3.1 Building a static population bubble plot

We will first plot a static bubble plot using geom_dots().

ggplot(globalPop, aes(x = Old, y = Young, 
                      size = Population, 
                      colour = Country)) +
  geom_point(alpha = 0.7, 
             show.legend = FALSE) +
  scale_colour_manual(values = country_colors) +
  scale_size(range = c(2, 12)) +
  labs(title = 'Year: {frame_time}', 
       x = '% Aged', 
       y = '% Young')

The title has Year: {frame time} as we will use the year plots as the frames in animation.

3.2 Building the animated bubble plot

We will now animate the plot by year by adding the following functions to the existing plot:

  • transition_time() of gganimate is used to create transition through distinct states in time (i.e. Year).

  • ease_aes() is used to control easing of aesthetics. The default is linear. Other methods are: quadratic, cubic, quartic, quintic, sine, circular, exponential, elastic, back, and bounce.

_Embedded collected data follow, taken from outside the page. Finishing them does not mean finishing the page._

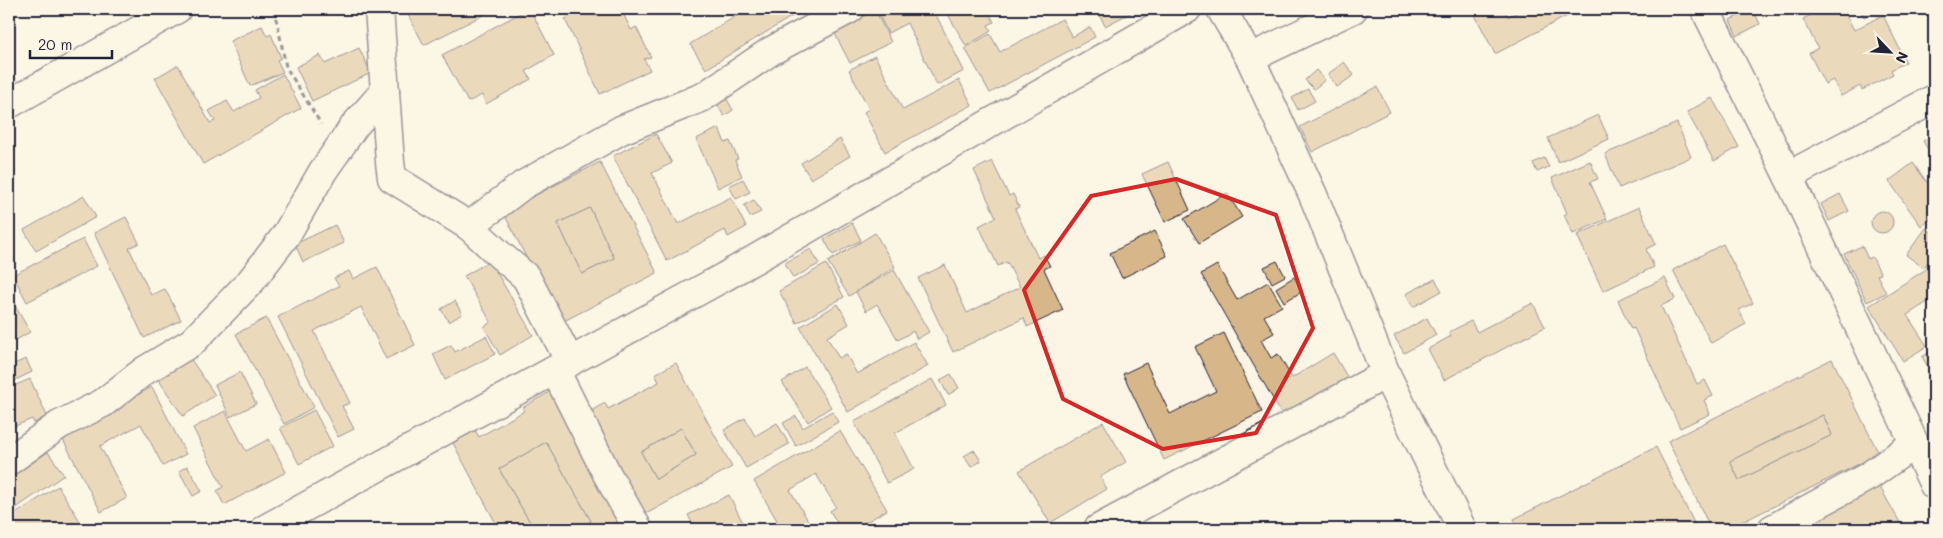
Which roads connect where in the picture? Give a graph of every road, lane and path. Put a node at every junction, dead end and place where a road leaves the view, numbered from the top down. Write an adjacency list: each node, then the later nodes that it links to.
1 (177, 9): 12 (street)
2 (273, 9): 13 (path)
3 (379, 9): 10 (street)
4 (850, 9): 15 (street)
5 (1188, 9): 16 (street)
6 (1221, 9): 9 (street)
7 (1354, 9): 9 (street)
8 (1706, 9): 14 (street)
9 (1250, 58): 17 (street)
10 (385, 91): 13 (street); 15 (street)
11 (1934, 98): 14 (street)
12 (9, 104)
13 (337, 150): 19 (street)
14 (1788, 176): 18 (street)
15 (469, 226): 16 (street)
16 (563, 366): 21 (street); 22 (street)
17 (1386, 374): 23 (street); 24 (street)
18 (1914, 444): 20 (street); 25 (street)
19 (9, 461)
20 (1934, 486)
21 (265, 529)
22 (638, 529)
23 (1098, 529)
24 (1462, 529)
25 (1772, 529)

ggplot(globalPop, aes(x = Old, y = Young, 
                      size = Population, 
                      colour = Country)) +
  geom_point(alpha = 0.7, 
             show.legend = FALSE) +
  scale_colour_manual(values = country_colors) +
  scale_size(range = c(2, 12)) +
  labs(title = 'Year: {frame_time}', 
       x = '% Aged', 
       y = '% Young') +
  transition_time(Year) +       
  ease_aes('linear')

This generates a gif image of the animation.

4 Interactive animations using plotly

In Plotly R package, both ggplotly() and plot_ly() support key frame animations through the frame argument/aesthetic. They also support an ids argument/aesthetic to ensure smooth transitions between objects with the same id (which helps facilitate object constancy).

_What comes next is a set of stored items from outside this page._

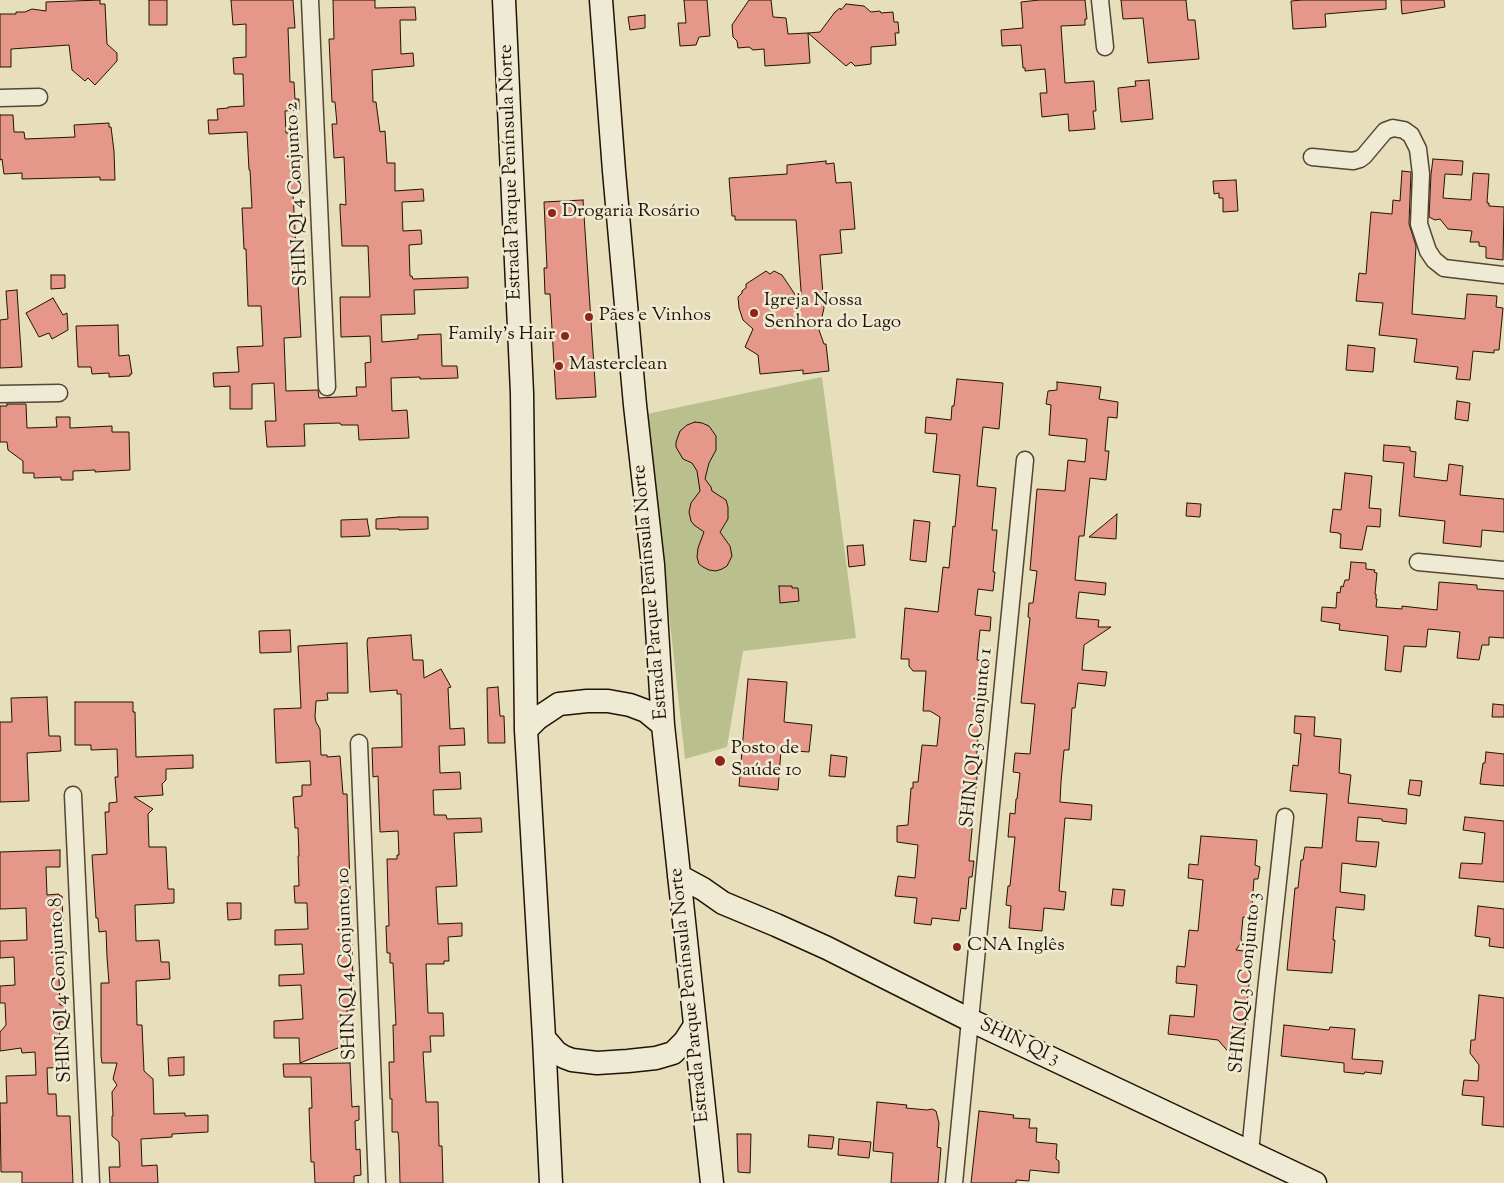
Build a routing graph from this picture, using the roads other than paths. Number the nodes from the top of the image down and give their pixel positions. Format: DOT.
graph roads {
  1 [pos="310,0"];
  2 [pos="504,0"];
  3 [pos="601,0"];
  4 [pos="1100,0"];
  5 [pos="1105,47"];
  6 [pos="39,96"];
  7 [pos="0,98"];
  8 [pos="1312,157"];
  9 [pos="1504,275"];
  10 [pos="327,387"];
  11 [pos="59,393"];
  12 [pos="0,394"];
  13 [pos="1025,460"];
  14 [pos="1418,562"];
  15 [pos="1504,570"];
  16 [pos="663,724"];
  17 [pos="526,730"];
  18 [pos="359,743"];
  19 [pos="73,795"];
  20 [pos="1284,818"];
  21 [pos="679,876"];
  22 [pos="723,903"];
  23 [pos="683,913"];
  24 [pos="970,1020"];
  25 [pos="694,1027"];
  26 [pos="544,1038"];
  27 [pos="1250,1152"];
  28 [pos="91,1183"];
  29 [pos="377,1183"];
  30 [pos="551,1183"];
  31 [pos="712,1183"];
  32 [pos="954,1183"];
  33 [pos="1315,1183"];
  1 -- 10 [label="street, SHIN QI 4 Conjunto 2"];
  2 -- 17 [label="main road, Estrada Parque Península Norte"];
  3 -- 16 [label="main road, Estrada Parque Península Norte"];
  4 -- 5 [label="street"];
  6 -- 7 [label="street"];
  8 -- 9 [label="street"];
  11 -- 12 [label="street"];
  13 -- 24 [label="street, SHIN QI 3 Conjunto 1"];
  14 -- 15 [label="street"];
  16 -- 17 [label="main road"];
  16 -- 21 [label="main road, Estrada Parque Península Norte"];
  17 -- 26 [label="main road, Estrada Parque Península Norte"];
  18 -- 29 [label="street, SHIN QI 4 Conjunto 10"];
  19 -- 28 [label="street, SHIN QI 4 Conjunto 8"];
  20 -- 27 [label="street, SHIN QI 3 Conjunto 3"];
  21 -- 22 [label="main road, SHIN QI 3"];
  21 -- 23 [label="main road, Estrada Parque Península Norte"];
  22 -- 23 [label="main road"];
  22 -- 24 [label="main road, SHIN QI 3"];
  23 -- 25 [label="main road, Estrada Parque Península Norte"];
  24 -- 27 [label="main road, SHIN QI 3"];
  24 -- 32 [label="street, SHIN QI 3 Conjunto 1"];
  25 -- 26 [label="main road"];
  25 -- 31 [label="main road, Estrada Parque Península Norte"];
  26 -- 30 [label="main road, Estrada Parque Península Norte"];
  27 -- 33 [label="main road, SHIN QI 3"];
}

4.1 Building animated bubble plot using ggplotly()

Long-running code chunk

This code chunk takes a few minutes to run, so adding eval: false here so it does not re-evaluate all the time and I can just run it manually when needed.

gg <- ggplot(globalPop, 
       aes(x = Old, 
           y = Young, 
           size = Population, 
           colour = Country)) +
  geom_point(aes(size = Population,
                 frame = Year),
             alpha = 0.7, 
             show.legend = FALSE) +
  scale_colour_manual(values = country_colors) +
  scale_size(range = c(2, 12)) +
  labs(x = '% Aged', 
       y = '% Young')

ggplotly(gg)

It generates an interactive animation, and unlike what gganimate can produce. However, it takes quite a while to render so I have to use this method sparingly.

4.2 Building animated bubble plot using plot_ly()

We can also use plotly() by specifying frame in the plot.

bp <- globalPop %>%
  plot_ly(x = ~Old, 
          y = ~Young, 
          size = ~Population, 
          color = ~Continent,
          sizes = c(2, 100),
          frame = ~Year, 
          text = ~Country, 
          hoverinfo = "text",
          type = 'scatter',
          mode = 'markers'
          ) %>%
  layout(showlegend = FALSE)
bp
0102030405060708020406080100
Year: 199619962000200420082012201620202024202820322036204020442048OldYoungPlay

Unlike the ggplotly() method, this does not render interactive legends and the zoom and pan fuctions. Hoever, it renders much faster so this is a good alternative to previous visualization.

5 Reflections

I want to keep things simple so right now, I am leaning towards using gganimate. However, ggplotly provides interactivity, which can be useful especially if there are many frames as the audience can pause to inspect a frame more closely. It comes at a cost of the page being heavy, and if there are a lot of interactive plots in the page, the page may run sluggish for less powerful computers.

Animation is great especially for presenting time-series data with multiple dimensions. When doing Take-home Exercise 1, I wanted to present some animations too so I didn’t need to limit my visualizations to 2 quarters.

I am happy to learn this as this is another powerful tool in my data visualization arsenal.